The given vector equation can be expressed as a system of homogeneous linear equations in the variables \( x, y, z \). A system of homogeneous linear equations of the form \( AX = 0 \) has a non-trivial solution (i.e., a solution other than \( x=y=z=0 \)) if and only if the determinant of the coefficient matrix \( A \) is zero.

\[ \det(A) = 0 \]

Step-by-Step Solution:

Step 1: Express the given vector equation as a system of linear equations.

The vector equation \( x(\alpha, 1, 2) + y(1, \beta, 2) + z(2, 3, \gamma) = (0, 0, 0) \) is equivalent to:

\[ (\alpha x + y + 2z, \quad x + \beta y + 3z, \quad 2x + 2y + \gamma z) = (0, 0, 0) \]

This gives the following system of homogeneous linear equations:

1. \( \alpha x + y + 2z = 0 \)
2. \( x + \beta y + 3z = 0 \)
3. \( 2x + 2y + \gamma z = 0 \)

Step 2: Form the coefficient matrix \( A \) for this system.

The coefficients of \( x, y, z \) in the equations form the matrix \( A \):

\[ A = \begin{pmatrix} \alpha & 1 & 2 \\ 1 & \beta & 3 \\ 2 & 2 & \gamma \end{pmatrix} \]

Step 3: Apply the condition for a non-trivial solution.

We are given that \( xyz \neq 0 \), which implies that a non-trivial solution for \( (x, y, z) \) exists. Therefore, the determinant of the coefficient matrix \( A \) must be zero.
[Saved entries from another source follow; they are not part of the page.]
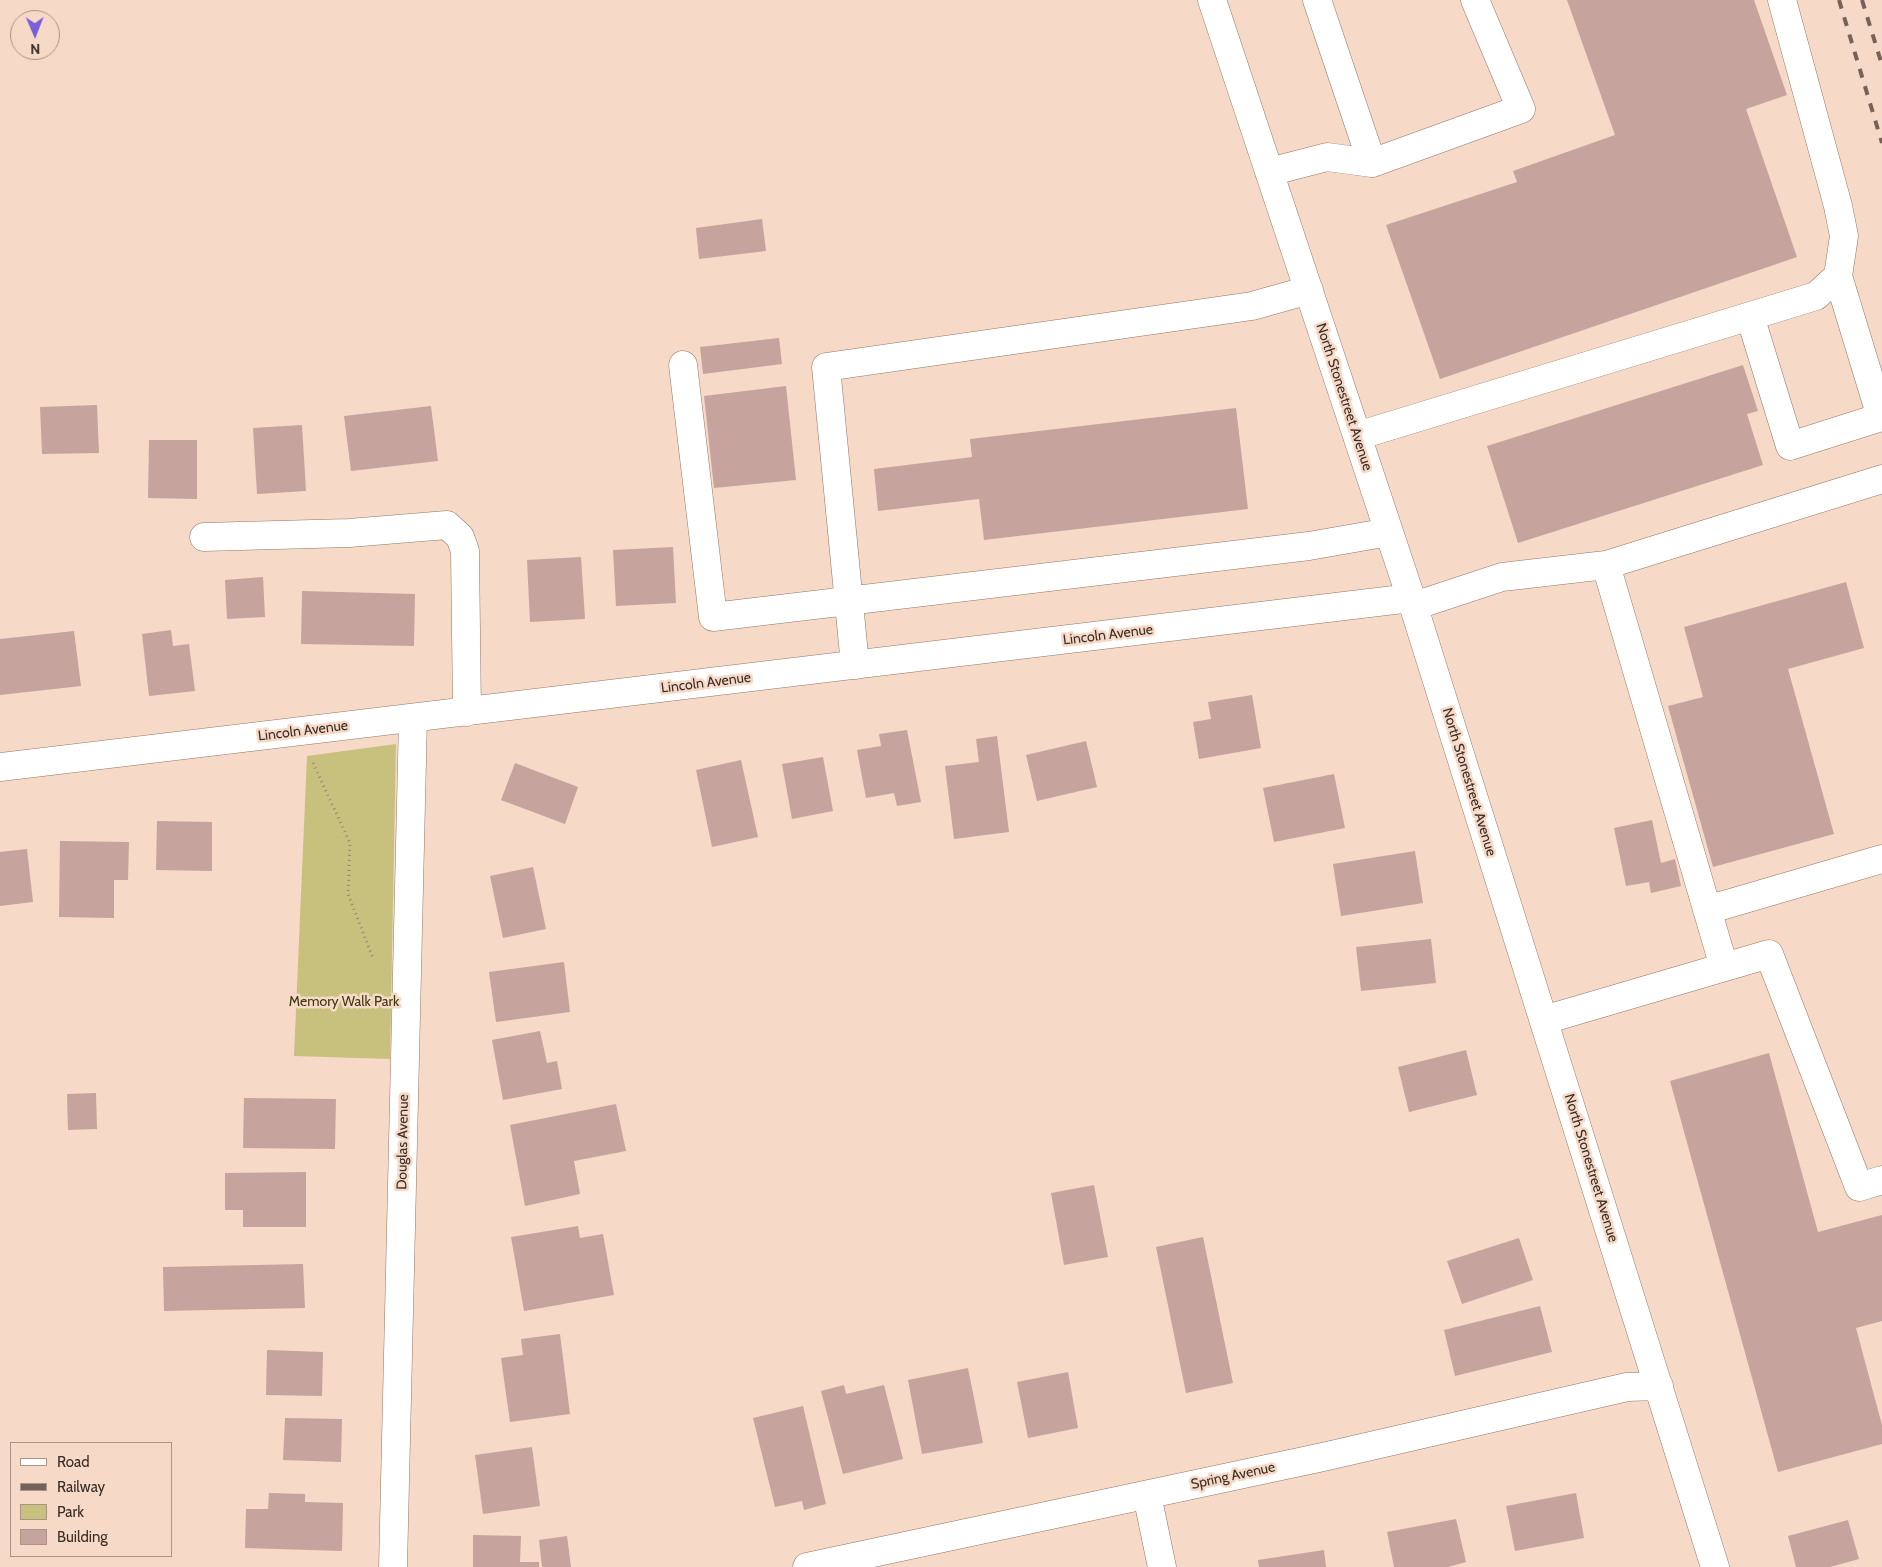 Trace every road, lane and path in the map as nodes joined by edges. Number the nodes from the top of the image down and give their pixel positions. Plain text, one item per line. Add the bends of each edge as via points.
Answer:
1 (1212, 0) edge
2 (1317, 0) edge
3 (1475, 0) edge
4 (1782, 0) edge
5 (1372, 163) junction
6 (1269, 172) junction
7 (1838, 276) junction
8 (1309, 290) junction
9 (1750, 316) junction
10 (683, 365) dead end
11 (1357, 436) junction
12 (1882, 478) edge
13 (1389, 532) junction
14 (204, 537) dead end
15 (1606, 565) junction
16 (849, 600) junction
17 (1412, 602) junction
18 (855, 665) junction
19 (467, 712) junction
20 (413, 718) junction
21 (310, 758) dead end
22 (0, 768) edge
23 (1882, 859) edge
24 (1707, 910) junction
25 (376, 966) dead end
26 (1724, 967) junction
27 (1544, 1020) junction
28 (1882, 1180) edge
29 (1659, 1386) junction
30 (1146, 1495) junction
31 (393, 1567) edge
32 (807, 1567) edge
33 (1162, 1567) edge
34 (1715, 1567) edge

1 - 6 street, North Stonestreet Avenue
2 - 5 street
3 - 5 street via 1521,110
4 - 7 street via 1840,214 1844,236
5 - 6 street via 1327,157
6 - 8 street, North Stonestreet Avenue
7 - 9 street via 1816,296
7 - 9 street via 1881,417 1790,446
8 - 11 street, North Stonestreet Avenue
8 - 16 street via 1252,306 826,367
9 - 11 street
10 - 16 street via 713,617
11 - 13 street, North Stonestreet Avenue
12 - 15 street, Lincoln Avenue
13 - 16 street via 1309,546
13 - 17 street, North Stonestreet Avenue
14 - 19 street via 349,533 447,525 460,537 465,551
15 - 17 street, Lincoln Avenue via 1502,577
15 - 24 street
16 - 18 street
17 - 18 street, Lincoln Avenue
17 - 27 street, North Stonestreet Avenue
18 - 19 street, Lincoln Avenue
19 - 20 street, Lincoln Avenue
20 - 22 street, Lincoln Avenue
20 - 31 street, Douglas Avenue
21 - 25 path via 350,842 348,894
23 - 24 street
24 - 26 street
26 - 27 street
26 - 28 street via 1769,954 1859,1187
27 - 29 street, North Stonestreet Avenue
29 - 30 street, Spring Avenue via 1627,1387
29 - 34 street, North Stonestreet Avenue
30 - 32 street, Spring Avenue
30 - 33 street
\[ \det(A) = \begin{vmatrix} \alpha & 1 & 2 \\ 1 & \beta & 3 \\ 2 & 2 & \gamma \end{vmatrix} = 0 \]

Step 4: Calculate the determinant of the matrix \( A \).

\[ \det(A) = \alpha(\beta \cdot \gamma - 3 \cdot 2) - 1(1 \cdot \gamma - 3 \cdot 2) + 2(1 \cdot 2 - \beta \cdot 2) \] \[ = \alpha(\beta\gamma - 6) - (\gamma - 6) + 2(2 - 2\beta) \] \[ = \alpha\beta\gamma - 6\alpha - \gamma + 6 + 4 - 4\beta \] \[ = \alpha\beta\gamma - 6\alpha - 4\beta - \gamma + 10 \]

Final Computation & Result:

Step 5: Set the determinant equal to zero and substitute the given value \( \alpha\beta\gamma = 45 \).

\[ \alpha\beta\gamma - 6\alpha - 4\beta - \gamma + 10 = 0 \]

Substitute \( \alpha\beta\gamma = 45 \):

\[ 45 - 6\alpha - 4\beta - \gamma + 10 = 0 \]

Step 6: Simplify the equation to find the value of \( 6\alpha + 4\beta + \gamma \).

\[ 55 - (6\alpha + 4\beta + \gamma) = 0 \]

Rearranging the terms, we get:

\[ 6\alpha + 4\beta + \gamma = 55 \]

The value of the expression \( 6\alpha + 4\beta + \gamma \) is 55.